## Provided data

━━━━━━━━━━

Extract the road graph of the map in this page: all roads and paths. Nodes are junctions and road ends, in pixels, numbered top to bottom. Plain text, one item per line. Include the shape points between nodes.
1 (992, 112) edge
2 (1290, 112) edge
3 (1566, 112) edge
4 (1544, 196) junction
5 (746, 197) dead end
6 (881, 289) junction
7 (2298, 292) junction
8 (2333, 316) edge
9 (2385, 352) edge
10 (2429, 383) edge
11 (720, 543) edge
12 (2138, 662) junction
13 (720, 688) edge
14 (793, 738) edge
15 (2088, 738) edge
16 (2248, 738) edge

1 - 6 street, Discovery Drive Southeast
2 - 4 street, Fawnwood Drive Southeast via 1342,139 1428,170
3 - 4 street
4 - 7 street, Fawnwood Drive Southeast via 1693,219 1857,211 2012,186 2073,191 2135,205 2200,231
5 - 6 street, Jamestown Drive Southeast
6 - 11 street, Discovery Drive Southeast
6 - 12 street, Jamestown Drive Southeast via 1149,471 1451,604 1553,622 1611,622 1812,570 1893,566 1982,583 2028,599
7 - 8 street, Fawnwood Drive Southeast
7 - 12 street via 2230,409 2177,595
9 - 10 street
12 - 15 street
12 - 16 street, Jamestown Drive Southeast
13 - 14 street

━━━━━━━━━━

## Exercise instructions
The records given above are to be repeated in full, exactly.

## Written answer
Extract the road graph of the map in this page: all roads and paths. Nodes are junctions and road ends, in pixels, numbered top to bottom. Plain text, one item per line. Include the shape points between nodes.
1 (992, 112) edge
2 (1290, 112) edge
3 (1566, 112) edge
4 (1544, 196) junction
5 (746, 197) dead end
6 (881, 289) junction
7 (2298, 292) junction
8 (2333, 316) edge
9 (2385, 352) edge
10 (2429, 383) edge
11 (720, 543) edge
12 (2138, 662) junction
13 (720, 688) edge
14 (793, 738) edge
15 (2088, 738) edge
16 (2248, 738) edge

1 - 6 street, Discovery Drive Southeast
2 - 4 street, Fawnwood Drive Southeast via 1342,139 1428,170
3 - 4 street
4 - 7 street, Fawnwood Drive Southeast via 1693,219 1857,211 2012,186 2073,191 2135,205 2200,231
5 - 6 street, Jamestown Drive Southeast
6 - 11 street, Discovery Drive Southeast
6 - 12 street, Jamestown Drive Southeast via 1149,471 1451,604 1553,622 1611,622 1812,570 1893,566 1982,583 2028,599
7 - 8 street, Fawnwood Drive Southeast
7 - 12 street via 2230,409 2177,595
9 - 10 street
12 - 15 street
12 - 16 street, Jamestown Drive Southeast
13 - 14 street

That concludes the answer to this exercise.